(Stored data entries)
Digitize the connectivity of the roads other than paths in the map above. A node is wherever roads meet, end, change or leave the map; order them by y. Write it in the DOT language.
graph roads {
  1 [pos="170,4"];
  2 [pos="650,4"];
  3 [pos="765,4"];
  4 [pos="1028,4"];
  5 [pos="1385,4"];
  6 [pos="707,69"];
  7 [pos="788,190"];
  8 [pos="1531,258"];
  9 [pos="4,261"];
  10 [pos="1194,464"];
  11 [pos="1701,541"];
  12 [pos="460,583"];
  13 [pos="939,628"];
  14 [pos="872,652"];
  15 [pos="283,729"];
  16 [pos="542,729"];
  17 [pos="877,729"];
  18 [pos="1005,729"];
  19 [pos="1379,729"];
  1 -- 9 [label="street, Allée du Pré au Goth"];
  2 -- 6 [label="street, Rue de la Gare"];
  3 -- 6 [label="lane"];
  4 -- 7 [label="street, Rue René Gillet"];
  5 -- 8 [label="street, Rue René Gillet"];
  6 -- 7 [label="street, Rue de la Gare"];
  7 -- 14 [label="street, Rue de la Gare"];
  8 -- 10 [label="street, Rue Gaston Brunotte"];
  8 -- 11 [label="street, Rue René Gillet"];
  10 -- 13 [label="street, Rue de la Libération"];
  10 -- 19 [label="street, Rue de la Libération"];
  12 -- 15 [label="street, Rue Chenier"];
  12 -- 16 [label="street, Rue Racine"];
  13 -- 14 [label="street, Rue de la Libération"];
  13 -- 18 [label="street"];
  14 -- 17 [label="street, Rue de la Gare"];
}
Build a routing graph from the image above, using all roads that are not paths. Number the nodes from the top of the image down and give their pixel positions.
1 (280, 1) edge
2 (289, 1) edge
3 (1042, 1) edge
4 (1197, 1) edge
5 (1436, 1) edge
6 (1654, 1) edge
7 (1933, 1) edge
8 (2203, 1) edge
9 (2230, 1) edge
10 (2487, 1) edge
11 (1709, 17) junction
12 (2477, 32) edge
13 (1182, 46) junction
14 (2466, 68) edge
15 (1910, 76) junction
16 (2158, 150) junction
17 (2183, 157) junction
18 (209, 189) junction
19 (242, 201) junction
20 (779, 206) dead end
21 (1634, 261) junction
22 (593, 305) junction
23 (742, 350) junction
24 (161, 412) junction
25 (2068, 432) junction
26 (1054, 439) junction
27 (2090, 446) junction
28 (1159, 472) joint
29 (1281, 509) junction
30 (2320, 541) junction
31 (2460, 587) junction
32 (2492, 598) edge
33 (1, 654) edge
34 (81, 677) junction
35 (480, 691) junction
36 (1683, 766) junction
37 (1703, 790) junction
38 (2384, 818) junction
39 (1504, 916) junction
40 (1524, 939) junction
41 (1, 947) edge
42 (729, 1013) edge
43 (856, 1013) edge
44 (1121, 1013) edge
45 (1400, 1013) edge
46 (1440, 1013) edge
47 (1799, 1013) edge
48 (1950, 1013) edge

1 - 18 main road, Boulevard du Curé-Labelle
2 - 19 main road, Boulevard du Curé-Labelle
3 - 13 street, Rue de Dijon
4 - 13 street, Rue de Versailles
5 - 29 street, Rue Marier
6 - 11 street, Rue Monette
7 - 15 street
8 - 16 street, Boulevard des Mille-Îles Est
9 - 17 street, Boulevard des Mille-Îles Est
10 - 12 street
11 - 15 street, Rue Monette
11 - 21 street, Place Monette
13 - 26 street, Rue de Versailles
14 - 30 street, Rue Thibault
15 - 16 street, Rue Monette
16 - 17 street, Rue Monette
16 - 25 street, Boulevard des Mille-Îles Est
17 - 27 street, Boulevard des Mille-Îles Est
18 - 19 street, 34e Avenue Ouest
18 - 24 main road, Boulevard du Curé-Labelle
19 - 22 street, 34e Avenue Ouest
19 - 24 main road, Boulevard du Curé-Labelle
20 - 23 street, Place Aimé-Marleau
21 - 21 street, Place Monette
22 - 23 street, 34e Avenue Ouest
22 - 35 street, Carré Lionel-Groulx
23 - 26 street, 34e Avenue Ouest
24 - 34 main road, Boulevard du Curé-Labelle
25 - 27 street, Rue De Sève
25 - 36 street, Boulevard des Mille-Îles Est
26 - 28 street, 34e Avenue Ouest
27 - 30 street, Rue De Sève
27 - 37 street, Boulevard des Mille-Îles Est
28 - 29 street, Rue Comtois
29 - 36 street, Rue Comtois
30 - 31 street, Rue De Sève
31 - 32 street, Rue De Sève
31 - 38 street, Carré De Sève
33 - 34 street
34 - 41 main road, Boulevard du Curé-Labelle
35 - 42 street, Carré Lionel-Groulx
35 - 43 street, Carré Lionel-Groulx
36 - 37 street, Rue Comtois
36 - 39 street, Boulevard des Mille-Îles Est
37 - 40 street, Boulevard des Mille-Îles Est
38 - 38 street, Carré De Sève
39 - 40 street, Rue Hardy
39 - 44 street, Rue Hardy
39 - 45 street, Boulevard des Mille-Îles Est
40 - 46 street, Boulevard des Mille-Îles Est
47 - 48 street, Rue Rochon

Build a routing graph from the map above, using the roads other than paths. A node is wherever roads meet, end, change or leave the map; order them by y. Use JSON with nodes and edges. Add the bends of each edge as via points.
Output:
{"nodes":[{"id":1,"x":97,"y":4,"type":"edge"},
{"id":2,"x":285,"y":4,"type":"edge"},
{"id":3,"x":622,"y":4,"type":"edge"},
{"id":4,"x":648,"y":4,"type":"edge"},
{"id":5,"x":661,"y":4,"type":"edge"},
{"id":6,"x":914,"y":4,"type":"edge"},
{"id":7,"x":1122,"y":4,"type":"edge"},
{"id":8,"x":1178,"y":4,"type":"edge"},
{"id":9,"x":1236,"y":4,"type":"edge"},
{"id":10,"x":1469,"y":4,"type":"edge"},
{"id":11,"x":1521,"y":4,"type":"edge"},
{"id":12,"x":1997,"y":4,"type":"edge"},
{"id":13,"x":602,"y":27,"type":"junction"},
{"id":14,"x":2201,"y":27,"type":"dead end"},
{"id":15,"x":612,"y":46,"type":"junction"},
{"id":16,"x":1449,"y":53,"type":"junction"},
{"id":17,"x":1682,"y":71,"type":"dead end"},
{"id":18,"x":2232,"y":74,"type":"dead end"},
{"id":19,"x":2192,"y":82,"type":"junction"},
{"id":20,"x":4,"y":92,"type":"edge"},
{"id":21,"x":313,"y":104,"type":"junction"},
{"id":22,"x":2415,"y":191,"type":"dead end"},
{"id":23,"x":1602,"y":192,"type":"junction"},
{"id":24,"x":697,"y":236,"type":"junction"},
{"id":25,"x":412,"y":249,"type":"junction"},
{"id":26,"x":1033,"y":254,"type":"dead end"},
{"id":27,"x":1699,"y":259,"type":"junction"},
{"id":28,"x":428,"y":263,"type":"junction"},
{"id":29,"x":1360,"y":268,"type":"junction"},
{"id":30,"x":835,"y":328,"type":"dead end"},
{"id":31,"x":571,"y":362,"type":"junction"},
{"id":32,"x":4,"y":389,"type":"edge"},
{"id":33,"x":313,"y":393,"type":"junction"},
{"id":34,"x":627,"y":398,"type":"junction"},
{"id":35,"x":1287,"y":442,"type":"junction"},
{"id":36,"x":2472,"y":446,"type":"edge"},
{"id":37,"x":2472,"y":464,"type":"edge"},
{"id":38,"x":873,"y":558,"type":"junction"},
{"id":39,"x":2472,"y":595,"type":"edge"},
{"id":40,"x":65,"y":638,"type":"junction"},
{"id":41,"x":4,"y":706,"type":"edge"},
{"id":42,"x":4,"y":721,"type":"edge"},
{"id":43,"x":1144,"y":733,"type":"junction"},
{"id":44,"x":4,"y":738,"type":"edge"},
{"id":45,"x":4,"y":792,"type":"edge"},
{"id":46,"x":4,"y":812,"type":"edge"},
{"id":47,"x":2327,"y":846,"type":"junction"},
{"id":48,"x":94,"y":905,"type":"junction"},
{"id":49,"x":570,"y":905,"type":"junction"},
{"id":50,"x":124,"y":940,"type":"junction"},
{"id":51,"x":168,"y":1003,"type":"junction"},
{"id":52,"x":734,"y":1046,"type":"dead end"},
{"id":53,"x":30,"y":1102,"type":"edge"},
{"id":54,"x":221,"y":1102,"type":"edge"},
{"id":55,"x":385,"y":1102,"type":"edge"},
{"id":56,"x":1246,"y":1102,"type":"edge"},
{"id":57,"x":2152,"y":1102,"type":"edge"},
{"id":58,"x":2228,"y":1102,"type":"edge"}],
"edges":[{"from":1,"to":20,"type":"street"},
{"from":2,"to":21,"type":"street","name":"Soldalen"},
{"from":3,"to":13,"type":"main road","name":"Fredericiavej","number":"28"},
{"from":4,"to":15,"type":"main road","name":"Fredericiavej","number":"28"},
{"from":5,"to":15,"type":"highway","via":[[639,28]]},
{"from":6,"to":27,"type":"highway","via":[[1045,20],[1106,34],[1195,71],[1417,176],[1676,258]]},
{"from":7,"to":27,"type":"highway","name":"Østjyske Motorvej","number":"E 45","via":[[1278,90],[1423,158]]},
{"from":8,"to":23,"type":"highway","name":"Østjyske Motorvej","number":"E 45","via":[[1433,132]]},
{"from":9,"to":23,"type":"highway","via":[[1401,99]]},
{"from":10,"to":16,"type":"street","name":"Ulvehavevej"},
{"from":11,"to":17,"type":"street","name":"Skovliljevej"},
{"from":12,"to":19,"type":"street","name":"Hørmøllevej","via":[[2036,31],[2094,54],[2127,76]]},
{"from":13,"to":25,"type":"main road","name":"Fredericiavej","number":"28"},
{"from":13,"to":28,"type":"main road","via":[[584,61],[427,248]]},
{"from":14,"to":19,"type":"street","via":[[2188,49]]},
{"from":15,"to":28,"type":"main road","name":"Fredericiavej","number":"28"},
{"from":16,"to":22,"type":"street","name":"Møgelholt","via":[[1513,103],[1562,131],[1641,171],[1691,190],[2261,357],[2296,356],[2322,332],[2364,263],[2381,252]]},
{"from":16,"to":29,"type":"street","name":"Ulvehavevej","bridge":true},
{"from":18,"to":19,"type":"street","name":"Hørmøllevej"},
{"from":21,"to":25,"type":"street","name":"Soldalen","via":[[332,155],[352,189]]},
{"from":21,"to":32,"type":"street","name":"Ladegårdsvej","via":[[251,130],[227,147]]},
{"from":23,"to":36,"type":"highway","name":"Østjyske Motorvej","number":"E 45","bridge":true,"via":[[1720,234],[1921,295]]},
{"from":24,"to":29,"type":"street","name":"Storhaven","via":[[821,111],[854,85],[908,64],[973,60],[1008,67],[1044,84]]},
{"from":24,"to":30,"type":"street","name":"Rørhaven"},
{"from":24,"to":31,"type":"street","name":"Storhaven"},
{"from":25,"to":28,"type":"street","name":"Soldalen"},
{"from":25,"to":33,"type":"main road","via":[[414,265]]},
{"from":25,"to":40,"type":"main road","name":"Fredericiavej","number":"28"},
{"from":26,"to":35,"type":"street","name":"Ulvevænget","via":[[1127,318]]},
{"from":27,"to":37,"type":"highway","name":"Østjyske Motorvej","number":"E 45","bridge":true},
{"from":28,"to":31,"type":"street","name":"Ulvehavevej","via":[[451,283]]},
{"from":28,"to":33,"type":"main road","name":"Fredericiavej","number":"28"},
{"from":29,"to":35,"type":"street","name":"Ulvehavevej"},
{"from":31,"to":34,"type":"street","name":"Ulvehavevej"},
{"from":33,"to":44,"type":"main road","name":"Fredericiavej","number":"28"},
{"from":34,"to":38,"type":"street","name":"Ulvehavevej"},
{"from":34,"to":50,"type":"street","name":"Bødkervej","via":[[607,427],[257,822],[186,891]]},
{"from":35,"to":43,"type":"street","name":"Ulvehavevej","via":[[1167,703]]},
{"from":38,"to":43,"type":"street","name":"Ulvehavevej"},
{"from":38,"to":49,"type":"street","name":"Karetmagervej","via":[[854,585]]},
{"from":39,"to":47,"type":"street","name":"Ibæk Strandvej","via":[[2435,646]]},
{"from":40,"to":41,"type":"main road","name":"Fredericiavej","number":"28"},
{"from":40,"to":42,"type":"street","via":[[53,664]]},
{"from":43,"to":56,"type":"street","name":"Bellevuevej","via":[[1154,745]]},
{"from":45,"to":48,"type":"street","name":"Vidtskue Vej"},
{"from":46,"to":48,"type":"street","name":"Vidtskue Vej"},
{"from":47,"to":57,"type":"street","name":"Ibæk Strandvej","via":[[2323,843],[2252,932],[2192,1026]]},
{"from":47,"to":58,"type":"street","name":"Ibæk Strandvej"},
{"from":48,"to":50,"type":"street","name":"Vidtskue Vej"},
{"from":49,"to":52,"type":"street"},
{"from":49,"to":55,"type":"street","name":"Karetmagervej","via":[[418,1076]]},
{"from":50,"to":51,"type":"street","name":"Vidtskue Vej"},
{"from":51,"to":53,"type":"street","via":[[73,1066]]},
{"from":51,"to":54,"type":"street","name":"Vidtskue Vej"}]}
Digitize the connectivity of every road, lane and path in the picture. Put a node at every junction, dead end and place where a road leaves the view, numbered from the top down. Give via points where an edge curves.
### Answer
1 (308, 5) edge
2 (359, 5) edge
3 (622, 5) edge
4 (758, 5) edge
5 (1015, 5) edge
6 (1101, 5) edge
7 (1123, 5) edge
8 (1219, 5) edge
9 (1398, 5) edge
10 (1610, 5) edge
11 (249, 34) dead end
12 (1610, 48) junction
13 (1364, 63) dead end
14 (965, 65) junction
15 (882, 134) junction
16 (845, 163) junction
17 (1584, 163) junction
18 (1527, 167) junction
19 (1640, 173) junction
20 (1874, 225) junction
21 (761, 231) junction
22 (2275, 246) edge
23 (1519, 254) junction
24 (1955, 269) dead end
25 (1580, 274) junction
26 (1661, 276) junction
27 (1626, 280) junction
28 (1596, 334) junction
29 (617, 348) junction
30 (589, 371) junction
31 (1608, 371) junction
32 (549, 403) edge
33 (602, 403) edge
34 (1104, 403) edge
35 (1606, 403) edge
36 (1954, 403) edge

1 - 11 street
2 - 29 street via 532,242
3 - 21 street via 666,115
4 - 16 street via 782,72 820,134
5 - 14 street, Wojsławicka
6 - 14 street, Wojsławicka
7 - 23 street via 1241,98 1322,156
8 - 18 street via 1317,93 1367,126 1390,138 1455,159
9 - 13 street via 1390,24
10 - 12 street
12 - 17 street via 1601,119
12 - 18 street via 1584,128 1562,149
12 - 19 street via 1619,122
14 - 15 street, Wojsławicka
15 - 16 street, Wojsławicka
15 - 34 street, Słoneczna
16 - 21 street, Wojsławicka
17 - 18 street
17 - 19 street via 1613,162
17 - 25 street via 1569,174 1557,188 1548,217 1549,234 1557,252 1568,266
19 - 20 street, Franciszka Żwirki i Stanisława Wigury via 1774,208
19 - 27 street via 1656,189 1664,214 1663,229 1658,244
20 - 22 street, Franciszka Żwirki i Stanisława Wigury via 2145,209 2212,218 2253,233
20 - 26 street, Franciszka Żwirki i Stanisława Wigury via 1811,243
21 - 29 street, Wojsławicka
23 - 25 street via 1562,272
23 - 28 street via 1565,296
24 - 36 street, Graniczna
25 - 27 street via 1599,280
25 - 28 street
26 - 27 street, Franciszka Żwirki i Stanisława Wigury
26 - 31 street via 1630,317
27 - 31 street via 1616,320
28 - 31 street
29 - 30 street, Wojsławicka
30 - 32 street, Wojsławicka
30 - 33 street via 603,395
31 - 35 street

**Work instructions**
Take the entries above and copy out all lines with the string "Franciszka".

**Answer below**
19 - 20 street, Franciszka Żwirki i Stanisława Wigury via 1774,208
20 - 22 street, Franciszka Żwirki i Stanisława Wigury via 2145,209 2212,218 2253,233
20 - 26 street, Franciszka Żwirki i Stanisława Wigury via 1811,243
26 - 27 street, Franciszka Żwirki i Stanisława Wigury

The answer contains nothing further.